§1 原子力第1船の建造
1経緯

 近年,船舶の高速化,巨大化の傾向はますます顕著なものとなっており,この傾向にこたえる高出力推進機関として,原子力推進機関の開発が期待されている。このため,海外においては,国が主体となって原子力船の実用化のための研究開発がすすめられている。
 わが国でも,昭和38年,原子力委員会の方針にもとづき政府は,「原子力第1船開発基本計画」を策定し,日本原子力船開発事業団(原船事業団)にその建造準備をすすめさせた。
 本基本計画は,総トン数約6,000トンの海洋観測船を46年までに建造することを目途とし,39年度には,その建造費として,約36億円の予算措置が講ぜられた。しかし,原子力第1船の基本設計および仕様書が完成した40年3月,原船事業団は原子力第1船建造のため,これを指名競争入札に付したが,予算船価(約36億円)と製造業者の見積り船価(約60億円)との間に大きなへだたりがあり,契約の成立をみるにいたらなかった。
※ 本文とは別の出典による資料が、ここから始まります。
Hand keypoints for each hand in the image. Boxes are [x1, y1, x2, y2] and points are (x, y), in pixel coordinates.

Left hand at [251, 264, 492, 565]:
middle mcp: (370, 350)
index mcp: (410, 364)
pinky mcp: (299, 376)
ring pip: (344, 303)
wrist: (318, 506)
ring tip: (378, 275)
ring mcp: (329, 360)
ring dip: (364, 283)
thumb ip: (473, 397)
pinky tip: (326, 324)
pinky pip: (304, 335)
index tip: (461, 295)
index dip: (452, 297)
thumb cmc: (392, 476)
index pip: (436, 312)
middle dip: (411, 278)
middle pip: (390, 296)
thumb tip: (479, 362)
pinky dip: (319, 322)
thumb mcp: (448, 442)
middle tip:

 このため,原子力委員会は,40年7月,原子力第1船の建造着手を延期することとし,40年8月,原子力船懇談会を開催して,基本計画の再検討,船価低減の可能性の検討,輸入舶用炉の検討等について審議を求めた。
 同懇談会は,原子力第1船について,国産舶用炉の搭載が適当であり,また,船価については50億円を超えることはやむをえないこと等を明らかにした。この結果,原子力委員会は,41年7月,国内技術を主体とする原子炉を搭載する原子力第1船の建造を推進すべきであることを確認した。
 この原子力委員会の方針にもとづき,運輸省および科学技術庁は,第1船建造計画について関係方面と折衝を重ねた。その結果,船種を海洋観測船から特殊貨物船へ,また,大きさについても,従来の約6,000総トンから約8,000総トンヘ大型化する等の方向で検討をすすめることとした。
 このような建造計画の変更にともない,原子力第1船およぴその付帯設備の開発総所要資金は,当初の約60億円から約108億円(うち船価は約56億円)に増大する見こみとなった。
 以上の事情を考慮し,原子力委員会は,42年3月,「原子力第1船開発基本計画」を改定し,これを42年4月に改訂した「原子力開発利用長期計画」におりこんだ。